──────── SUPPLIED RECORDS ────────

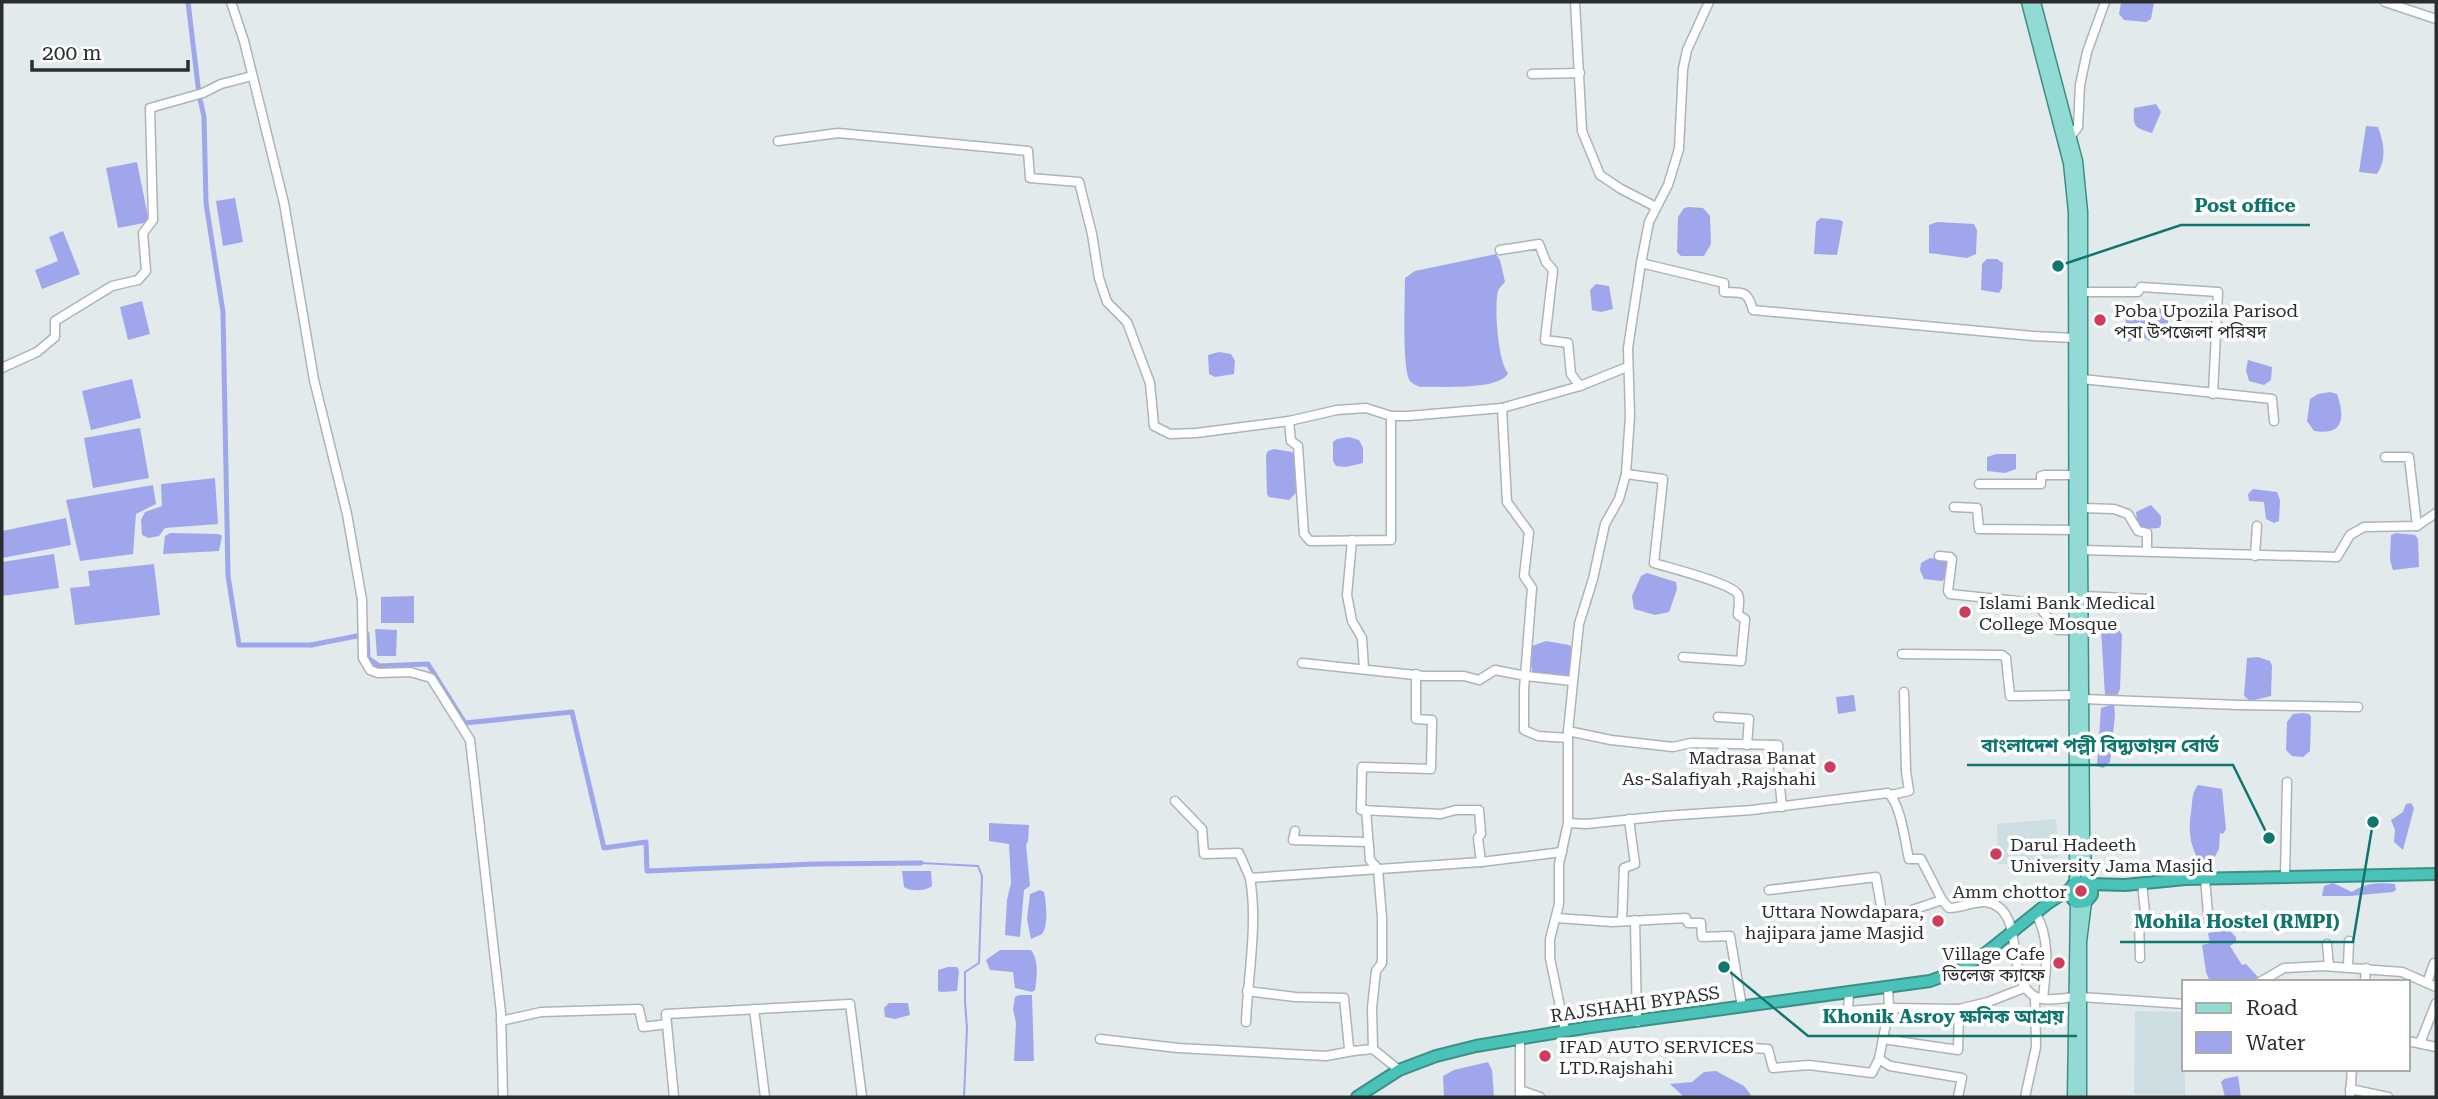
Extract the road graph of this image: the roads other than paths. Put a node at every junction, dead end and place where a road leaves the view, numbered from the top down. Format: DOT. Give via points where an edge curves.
graph roads {
  1 [pos="231,2"];
  2 [pos="1574,2"];
  3 [pos="1709,2"];
  4 [pos="2027,2"];
  5 [pos="2035,2"];
  6 [pos="2105,2"];
  7 [pos="2385,2"];
  8 [pos="2436,19"];
  9 [pos="2036,21"];
  10 [pos="1532,74"];
  11 [pos="1580,74"];
  12 [pos="252,76"];
  13 [pos="2071,136"];
  14 [pos="779,141"];
  15 [pos="1656,207"];
  16 [pos="1500,250"];
  17 [pos="1641,263"];
  18 [pos="2078,292"];
  19 [pos="2074,338"];
  20 [pos="1627,367"];
  21 [pos="2,368"];
  22 [pos="2082,379"];
  23 [pos="1580,386"];
  24 [pos="2213,394"];
  25 [pos="1502,408"];
  26 [pos="1391,416"];
  27 [pos="1289,421"];
  28 [pos="2274,421"];
  29 [pos="2385,457"];
  30 [pos="1626,474"];
  31 [pos="2074,475"];
  32 [pos="1979,484"];
  33 [pos="1954,507"];
  34 [pos="2082,508"];
  35 [pos="2436,513"];
  36 [pos="2257,526"];
  37 [pos="2417,526"];
  38 [pos="2074,530"];
  39 [pos="1352,540"];
  40 [pos="2082,550"];
  41 [pos="2147,551"];
  42 [pos="1939,556"];
  43 [pos="2255,556"];
  44 [pos="2082,596"];
  45 [pos="2150,599"];
  46 [pos="2079,630"];
  47 [pos="1902,654"];
  48 [pos="1683,657"];
  49 [pos="1302,663"];
  50 [pos="1364,669"];
  51 [pos="1416,674"];
  52 [pos="1526,676"];
  53 [pos="1572,681"];
  54 [pos="1904,692"];
  55 [pos="2080,697"];
  56 [pos="2358,707"];
  57 [pos="1718,717"];
  58 [pos="1568,734"];
  59 [pos="1747,745"];
  60 [pos="2287,782"];
  61 [pos="1891,794"];
  62 [pos="1175,801"];
  63 [pos="1782,807"];
  64 [pos="1366,810"];
  65 [pos="1629,819"];
  66 [pos="1568,823"];
  67 [pos="1295,831"];
  68 [pos="1368,842"];
  69 [pos="1562,852"];
  70 [pos="1481,862"];
  71 [pos="1378,869"];
  72 [pos="2436,874"];
  73 [pos="2285,877"];
  74 [pos="1250,878"];
  75 [pos="2205,878"];
  76 [pos="2142,883"];
  77 [pos="1769,890"];
  78 [pos="2081,893"];
  79 [pos="1942,900"];
  80 [pos="2035,914"];
  81 [pos="1557,918"];
  82 [pos="1635,920"];
  83 [pos="1622,921"];
  84 [pos="2209,925"];
  85 [pos="2013,931"];
  86 [pos="2349,941"];
  87 [pos="2326,944"];
  88 [pos="2140,958"];
  89 [pos="2434,963"];
  90 [pos="2329,966"];
  91 [pos="2348,967"];
  92 [pos="2366,968"];
  93 [pos="2263,980"];
  94 [pos="2365,980"];
  95 [pos="2427,983"];
  96 [pos="1888,987"];
  97 [pos="2436,987"];
  98 [pos="2024,988"];
  99 [pos="1247,991"];
  100 [pos="1849,993"];
  101 [pos="2077,997"];
  102 [pos="2039,998"];
  103 [pos="2436,1003"];
  104 [pos="2182,1004"];
  105 [pos="1742,1007"];
  106 [pos="1889,1008"];
  107 [pos="754,1009"];
  108 [pos="1959,1009"];
  109 [pos="501,1021"];
  110 [pos="1246,1022"];
  111 [pos="1637,1022"];
  112 [pos="667,1024"];
  113 [pos="1565,1031"];
  114 [pos="1520,1038"];
  115 [pos="1100,1039"];
  116 [pos="1883,1039"];
  117 [pos="2410,1041"];
  118 [pos="2420,1042"];
  119 [pos="1735,1047"];
  120 [pos="2436,1047"];
  121 [pos="1373,1049"];
  122 [pos="1353,1051"];
  123 [pos="1879,1059"];
  124 [pos="1399,1070"];
  125 [pos="2353,1071"];
  126 [pos="1520,1093"];
  127 [pos="2350,1093"];
  128 [pos="503,1097"];
  129 [pos="674,1097"];
  130 [pos="765,1097"];
  131 [pos="862,1097"];
  132 [pos="1357,1097"];
  133 [pos="1540,1097"];
  134 [pos="1958,1097"];
  135 [pos="2025,1097"];
  136 [pos="2073,1097"];
  137 [pos="2081,1097"];
  138 [pos="2388,1097"];
  1 -- 12 [label="street"];
  2 -- 11 [label="street"];
  3 -- 15 [label="street" via="1687,50 1679,149"];
  4 -- 9 [label="main road"];
  5 -- 9 [label="main road"];
  6 -- 13 [label="street" via="2087,52 2078,127"];
  7 -- 8 [label="street"];
  9 -- 13 [label="main road"];
  9 -- 18 [label="main road" via="2069,163"];
  10 -- 11 [label="street"];
  11 -- 15 [label="street" via="1582,131 1600,175"];
  12 -- 21 [label="street" via="150,108 153,220 143,233 146,271 138,280 113,286 55,321 55,337 37,352"];
  12 -- 109 [label="street" via="285,203 314,380 347,514 362,600 363,658 370,670 378,673 410,672 430,678 470,740"];
  13 -- 18 [label="main road" via="2082,212"];
  14 -- 27 [label="street" via="838,133 1028,151 1030,178 1079,182 1098,278 1107,302 1127,322 1150,383 1154,426 1170,434"];
  15 -- 17 [label="street"];
  16 -- 23 [label="street" via="1539,244 1553,270 1545,340 1568,343 1571,374"];
  17 -- 19 [label="street" via="1724,283 1724,292 1745,293 1753,310"];
  17 -- 20 [label="street"];
  18 -- 19 [label="main road"];
  18 -- 22 [label="main road"];
  18 -- 24 [label="street" via="2138,292 2141,287 2217,292"];
  19 -- 31 [label="main road"];
  20 -- 23 [label="street"];
  20 -- 30 [label="street"];
  22 -- 24 [label="street"];
  22 -- 34 [label="main road"];
  23 -- 25 [label="street"];
  24 -- 28 [label="street" via="2272,399"];
  25 -- 26 [label="street"];
  25 -- 52 [label="street" via="1507,502 1529,532 1524,576 1532,589"];
  26 -- 27 [label="street" via="1366,408"];
  26 -- 39 [label="street" via="1391,540"];
  27 -- 39 [label="street" via="1291,441 1298,446 1304,534 1310,541"];
  29 -- 37 [label="street" via="2409,457"];
  30 -- 48 [label="street" via="1663,479 1654,563 1722,586 1739,597 1738,615 1745,619 1741,661"];
  30 -- 53 [label="street" via="1605,524 1579,624"];
  31 -- 32 [label="street" via="2041,476 2041,484"];
  31 -- 38 [label="main road"];
  33 -- 38 [label="street" via="1977,508 1979,529"];
  34 -- 40 [label="main road"];
  34 -- 41 [label="street" via="2128,514 2138,531 2147,533"];
  35 -- 37 [label="street"];
  36 -- 43 [label="street"];
  37 -- 43 [label="street" via="2364,527 2350,535 2337,557"];
  38 -- 46 [label="main road"];
  39 -- 50 [label="street" via="1348,595 1352,621 1362,638"];
  40 -- 41 [label="street"];
  40 -- 44 [label="main road"];
  41 -- 43 [label="street"];
  42 -- 46 [label="street" via="1952,559 1950,594 2036,603 2058,630"];
  44 -- 45 [label="street"];
  44 -- 46 [label="main road"];
  46 -- 55 [label="main road"];
  47 -- 55 [label="street" via="2002,655 2007,658 2010,696"];
  49 -- 50 [label="street"];
  50 -- 51 [label="street"];
  51 -- 52 [label="street" via="1479,680 1494,670"];
  51 -- 64 [label="street" via="1416,719 1432,720 1431,769 1362,767 1361,810"];
  52 -- 53 [label="street"];
  52 -- 58 [label="street" via="1524,730 1538,736"];
  53 -- 58 [label="street"];
  54 -- 61 [label="street" via="1909,791"];
  55 -- 56 [label="street"];
  55 -- 78 [label="main road"];
  57 -- 59 [label="street" via="1749,719"];
  58 -- 59 [label="street" via="1673,747 1691,743"];
  58 -- 66 [label="street"];
  59 -- 63 [label="street" via="1779,745"];
  60 -- 73 [label="street"];
  61 -- 63 [label="street"];
  61 -- 79 [label="street" via="1909,859 1921,859"];
  62 -- 74 [label="street" via="1202,829 1203,854 1239,853"];
  63 -- 65 [label="street"];
  64 -- 68 [label="street"];
  64 -- 70 [label="street" via="1441,814 1479,810"];
  65 -- 66 [label="street"];
  65 -- 83 [label="street" via="1635,864 1624,868"];
  66 -- 69 [label="street"];
  67 -- 68 [label="street" via="1293,841"];
  68 -- 71 [label="street" via="1370,860"];
  69 -- 70 [label="street"];
  69 -- 81 [label="street"];
  70 -- 71 [label="street"];
  71 -- 74 [label="street"];
  71 -- 121 [label="street" via="1382,963 1376,971 1372,1008"];
  72 -- 73 [label="highway, RAJSHAHI BYPASS"];
  73 -- 75 [label="highway, RAJSHAHI BYPASS"];
  74 -- 99 [label="street" via="1254,923"];
  75 -- 76 [label="highway, RAJSHAHI BYPASS"];
  75 -- 84 [label="street"];
  76 -- 78 [label="highway, RAJSHAHI BYPASS" via="2097,894"];
  76 -- 88 [label="street" via="2145,913 2139,918"];
  77 -- 79 [label="street" via="1876,877 1882,912 1906,912"];
  78 -- 80 [label="highway, RAJSHAHI BYPASS"];
  78 -- 101 [label="main road"];
  79 -- 85 [label="street" via="1949,908 1987,902 1998,908"];
  80 -- 85 [label="highway, RAJSHAHI BYPASS"];
  80 -- 102 [label="street" via="2046,938"];
  81 -- 83 [label="street"];
  81 -- 113 [label="street" via="1550,958"];
  82 -- 83 [label="street"];
  82 -- 105 [label="street" via="1686,918 1688,923 1701,923 1702,937 1730,936"];
  82 -- 111 [label="street"];
  85 -- 96 [label="highway, RAJSHAHI BYPASS" via="1959,970 1930,981"];
  85 -- 98 [label="street" via="2018,976"];
  86 -- 91 [label="street"];
  87 -- 90 [label="street"];
  89 -- 95 [label="street"];
  90 -- 91 [label="street"];
  90 -- 93 [label="street" via="2284,968"];
  91 -- 92 [label="street"];
  92 -- 94 [label="street"];
  92 -- 95 [label="street" via="2402,972"];
  95 -- 97 [label="street"];
  96 -- 100 [label="highway, RAJSHAHI BYPASS"];
  96 -- 106 [label="street"];
  98 -- 102 [label="street"];
  98 -- 108 [label="street"];
  99 -- 110 [label="street"];
  99 -- 122 [label="street" via="1344,998"];
  100 -- 105 [label="highway, RAJSHAHI BYPASS"];
  100 -- 106 [label="street" via="1848,1011"];
  101 -- 102 [label="street"];
  101 -- 104 [label="street"];
  101 -- 136 [label="main road"];
  101 -- 137 [label="main road"];
  102 -- 135 [label="street" via="2036,1047"];
  103 -- 118 [label="street"];
  105 -- 111 [label="highway, RAJSHAHI BYPASS"];
  106 -- 108 [label="street"];
  106 -- 116 [label="street"];
  107 -- 112 [label="street" via="666,1014"];
  107 -- 130 [label="street"];
  107 -- 131 [label="street" via="850,1004"];
  108 -- 116 [label="street" via="1958,1050"];
  109 -- 112 [label="street" via="541,1012 639,1009 643,1027"];
  109 -- 128 [label="street"];
  111 -- 113 [label="highway, RAJSHAHI BYPASS"];
  112 -- 129 [label="street"];
  113 -- 114 [label="highway, RAJSHAHI BYPASS"];
  114 -- 124 [label="highway, RAJSHAHI BYPASS" via="1436,1056"];
  114 -- 126 [label="street"];
  115 -- 122 [label="street" via="1326,1056"];
  116 -- 123 [label="street"];
  117 -- 118 [label="street"];
  118 -- 120 [label="street"];
  119 -- 123 [label="street" via="1768,1049 1773,1068 1809,1065 1872,1073"];
  121 -- 122 [label="street"];
  121 -- 124 [label="street"];
  123 -- 134 [label="street" via="1890,1066 1962,1078"];
  124 -- 132 [label="highway, RAJSHAHI BYPASS"];
  125 -- 127 [label="street"];
  126 -- 133 [label="street"];
  127 -- 138 [label="street"];
}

────────

**EXERCISE BRIEF**
Only one number is expected: the count of lines in the entries holding the string "roads".

**EXPECTED ANSWER**
2